Morphine-Induced Acetylcholine Release at the Hypoglossal Motor Nucleus: Implications for Opiate-Induced Respiratory Suppression

Abstract

Study Objectives: The medullary hypoglossal nucleus (XII) innervates the genioglossal muscles of the tongue, and opioid-induced alterations in tongue muscle tone contribute to airway obstruction. Previous studies have shown that morphine causes a significant decrease in acetylcholine (ACh) release in some brain regions, but the effects of morphine on ACh release in XII have not been quantified. Design: A within-subjects design was used to test the hypothesis that morphine alters ACh release in XII of anesthetized Wistar rat. ACh release during microdialysis with Ringer's solution (control) was compared to ACh release during dialysis delivery of opioids.
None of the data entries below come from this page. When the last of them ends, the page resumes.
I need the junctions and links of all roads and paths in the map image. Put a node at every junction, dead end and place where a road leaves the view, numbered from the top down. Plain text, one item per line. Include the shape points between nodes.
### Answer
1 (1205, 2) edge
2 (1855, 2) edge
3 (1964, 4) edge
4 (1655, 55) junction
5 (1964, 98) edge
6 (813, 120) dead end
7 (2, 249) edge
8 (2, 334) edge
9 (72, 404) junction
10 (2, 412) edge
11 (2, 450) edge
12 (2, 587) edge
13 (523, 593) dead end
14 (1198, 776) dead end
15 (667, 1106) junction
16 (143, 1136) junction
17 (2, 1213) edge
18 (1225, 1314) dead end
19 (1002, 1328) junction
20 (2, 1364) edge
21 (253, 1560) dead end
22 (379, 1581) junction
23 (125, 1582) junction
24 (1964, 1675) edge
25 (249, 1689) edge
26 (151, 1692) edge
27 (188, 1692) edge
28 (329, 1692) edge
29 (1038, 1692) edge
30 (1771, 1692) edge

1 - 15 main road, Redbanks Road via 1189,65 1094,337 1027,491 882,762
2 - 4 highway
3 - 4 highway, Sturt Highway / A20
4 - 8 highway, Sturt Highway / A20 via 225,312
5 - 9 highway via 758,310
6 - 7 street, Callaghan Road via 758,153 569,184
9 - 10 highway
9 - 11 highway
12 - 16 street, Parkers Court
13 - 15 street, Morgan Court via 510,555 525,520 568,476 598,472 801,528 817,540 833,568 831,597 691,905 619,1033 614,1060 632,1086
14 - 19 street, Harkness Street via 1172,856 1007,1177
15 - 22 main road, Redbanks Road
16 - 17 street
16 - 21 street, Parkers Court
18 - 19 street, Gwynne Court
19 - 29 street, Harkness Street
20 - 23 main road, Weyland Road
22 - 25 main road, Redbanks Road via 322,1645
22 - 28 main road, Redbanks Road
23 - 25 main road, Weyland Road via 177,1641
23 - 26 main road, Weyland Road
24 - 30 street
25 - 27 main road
Setting: University of Michigan Patients or Participants: N/A Interventions: Microdialysis delivery of opioids to XII. Measurements and Results: Morphine caused a statistically significant, concentration-dependent increase in XII ACh release. The increase in XII ACh release caused by 10 μM morphine was blocked by the mu opioid antagonist naloxone and not blocked by the kappa opioid antagonist norbinaltorphimine. Conclusions: The data comprise the first direct measures of ACh release in XII and support the conclusion that morphine depresses hypoglossal nerve activity, in part, by increasing ACh release in XII. Activation of mu opioid receptors on inhibitory neurons within XII likely disinhibits cholinergic terminals, causing increased ACh release. The results are consistent with previous studies showing that blocking the enzymatic degradation of ACh in XII significantly inhibited tongue muscle activity.